Model name: thearod5/nl-bert
Downloads: 12
Downloads all time: None
Model tags: ['transformers', 'safetensors', 'bert', 'text-classification', 'software engineering', 'software traceability', 'arxiv:2207.01084', 'autotrain_compatible', 'endpoints_compatible', 'region:us'] 

Model name: taidng/wikiser-bert-large
Downloads: 11
Downloads all time: None
Model tags: ['transformers', 'pytorch', 'safetensors', 'bert', 'token-classification', 'software engineering', 'ner', 'named-entity recognition', 'en', 'dataset:wikiser', 'arxiv:2308.10564', 'license:apache-2.0', 'autotrain_compatible', 'endpoints_compatible', 'region:us'] 



In [6]:
import pandas as pd
import re

df = pd.read_excel('./software_engineering_models.xlsx')

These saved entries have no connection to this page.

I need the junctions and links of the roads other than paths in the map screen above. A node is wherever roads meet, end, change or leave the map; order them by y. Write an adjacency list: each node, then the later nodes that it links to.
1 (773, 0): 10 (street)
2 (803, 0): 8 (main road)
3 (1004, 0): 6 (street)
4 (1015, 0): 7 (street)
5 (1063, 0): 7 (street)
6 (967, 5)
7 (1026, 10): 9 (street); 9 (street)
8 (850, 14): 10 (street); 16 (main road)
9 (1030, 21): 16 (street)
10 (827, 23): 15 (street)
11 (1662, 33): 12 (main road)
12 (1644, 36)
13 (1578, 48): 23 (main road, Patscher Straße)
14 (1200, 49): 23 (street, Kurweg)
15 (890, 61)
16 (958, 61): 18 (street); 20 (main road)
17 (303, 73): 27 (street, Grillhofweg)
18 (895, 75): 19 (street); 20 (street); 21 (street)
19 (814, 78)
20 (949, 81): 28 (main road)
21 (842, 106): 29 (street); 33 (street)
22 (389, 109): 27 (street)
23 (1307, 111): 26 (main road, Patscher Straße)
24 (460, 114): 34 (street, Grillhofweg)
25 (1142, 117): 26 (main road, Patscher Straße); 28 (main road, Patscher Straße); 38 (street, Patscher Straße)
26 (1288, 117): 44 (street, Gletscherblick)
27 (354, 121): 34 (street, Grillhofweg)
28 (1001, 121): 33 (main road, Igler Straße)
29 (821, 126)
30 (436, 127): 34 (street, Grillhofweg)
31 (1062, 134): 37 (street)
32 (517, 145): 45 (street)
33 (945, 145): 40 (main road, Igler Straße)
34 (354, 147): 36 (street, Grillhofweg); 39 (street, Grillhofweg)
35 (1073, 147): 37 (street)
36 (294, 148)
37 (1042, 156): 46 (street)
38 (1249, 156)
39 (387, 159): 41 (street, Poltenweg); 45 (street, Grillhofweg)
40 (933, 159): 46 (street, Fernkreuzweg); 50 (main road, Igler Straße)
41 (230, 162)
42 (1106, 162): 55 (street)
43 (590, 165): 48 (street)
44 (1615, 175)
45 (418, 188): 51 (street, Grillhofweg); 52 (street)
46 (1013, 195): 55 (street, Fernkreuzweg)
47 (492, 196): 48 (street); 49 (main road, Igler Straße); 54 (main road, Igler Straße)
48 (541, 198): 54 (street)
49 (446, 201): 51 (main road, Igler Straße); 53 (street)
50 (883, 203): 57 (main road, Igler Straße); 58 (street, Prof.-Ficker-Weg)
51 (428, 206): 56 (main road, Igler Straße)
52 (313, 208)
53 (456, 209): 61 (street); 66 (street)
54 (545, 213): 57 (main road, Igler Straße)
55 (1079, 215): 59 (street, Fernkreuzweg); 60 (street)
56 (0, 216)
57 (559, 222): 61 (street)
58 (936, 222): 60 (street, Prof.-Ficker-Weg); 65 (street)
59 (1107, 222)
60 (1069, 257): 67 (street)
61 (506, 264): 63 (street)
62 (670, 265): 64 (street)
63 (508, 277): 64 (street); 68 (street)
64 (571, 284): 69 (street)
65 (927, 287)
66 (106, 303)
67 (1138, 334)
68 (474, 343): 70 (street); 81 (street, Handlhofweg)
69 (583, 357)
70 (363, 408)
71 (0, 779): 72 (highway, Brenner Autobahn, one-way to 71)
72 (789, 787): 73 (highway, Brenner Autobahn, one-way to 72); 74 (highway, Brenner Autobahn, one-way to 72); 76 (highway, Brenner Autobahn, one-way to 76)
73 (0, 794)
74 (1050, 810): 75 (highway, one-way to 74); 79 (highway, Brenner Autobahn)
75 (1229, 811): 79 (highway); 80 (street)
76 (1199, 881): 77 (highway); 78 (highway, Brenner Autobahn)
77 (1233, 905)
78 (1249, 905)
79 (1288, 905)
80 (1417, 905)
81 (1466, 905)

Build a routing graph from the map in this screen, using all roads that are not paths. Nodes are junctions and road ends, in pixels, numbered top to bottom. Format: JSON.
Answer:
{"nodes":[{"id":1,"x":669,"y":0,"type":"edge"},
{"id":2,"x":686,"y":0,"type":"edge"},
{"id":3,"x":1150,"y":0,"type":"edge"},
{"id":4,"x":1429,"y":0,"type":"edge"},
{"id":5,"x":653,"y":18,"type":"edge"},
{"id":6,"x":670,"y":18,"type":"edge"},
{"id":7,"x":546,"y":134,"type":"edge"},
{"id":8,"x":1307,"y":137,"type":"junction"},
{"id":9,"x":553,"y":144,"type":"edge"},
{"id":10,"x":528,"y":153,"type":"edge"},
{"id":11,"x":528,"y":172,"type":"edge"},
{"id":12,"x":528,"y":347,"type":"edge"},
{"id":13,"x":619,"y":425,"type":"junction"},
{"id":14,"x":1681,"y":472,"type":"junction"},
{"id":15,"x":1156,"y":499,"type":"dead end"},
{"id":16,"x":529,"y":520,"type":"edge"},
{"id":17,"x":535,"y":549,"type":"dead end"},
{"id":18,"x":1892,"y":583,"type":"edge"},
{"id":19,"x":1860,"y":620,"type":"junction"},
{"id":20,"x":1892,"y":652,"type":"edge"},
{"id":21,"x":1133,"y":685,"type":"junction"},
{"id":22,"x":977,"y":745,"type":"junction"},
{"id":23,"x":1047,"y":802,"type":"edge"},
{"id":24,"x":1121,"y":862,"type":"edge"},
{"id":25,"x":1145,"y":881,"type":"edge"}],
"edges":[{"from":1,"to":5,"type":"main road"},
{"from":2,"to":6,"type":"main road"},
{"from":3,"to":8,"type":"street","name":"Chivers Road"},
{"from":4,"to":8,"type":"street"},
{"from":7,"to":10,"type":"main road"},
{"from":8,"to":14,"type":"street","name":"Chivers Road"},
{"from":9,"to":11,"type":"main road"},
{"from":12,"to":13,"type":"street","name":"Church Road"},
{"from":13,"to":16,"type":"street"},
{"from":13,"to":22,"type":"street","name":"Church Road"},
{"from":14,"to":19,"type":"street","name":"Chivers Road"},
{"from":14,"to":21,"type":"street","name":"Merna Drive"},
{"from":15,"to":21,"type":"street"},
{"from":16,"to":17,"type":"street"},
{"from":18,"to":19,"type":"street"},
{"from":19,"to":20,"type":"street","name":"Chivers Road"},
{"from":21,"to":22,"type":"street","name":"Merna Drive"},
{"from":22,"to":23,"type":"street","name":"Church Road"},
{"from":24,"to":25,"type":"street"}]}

def extract_links_or_names(text):
    # Ensure the input is a string, otherwise return an empty string
    if isinstance(text, str):
        # Use regex to find full links starting with https://arxiv.org/abs/ or https://arxiv.org/pdf/
        links_or_names = re.findall(r'(https://arxiv.org/(abs|pdf)/\d+\.\d+(?:v\d+)?)', text)
        # Extract the full match from the tuple and return
        return ' '.join([link[0] for link in links_or_names])
    else:
        return pd.NA


# Apply the function to the 'paper_code' column
df['paper_code_clean'] = df['paper_code'].apply(extract_links_or_names)

df.to_excel('software_engineering_models_clean.xlsx', index=False)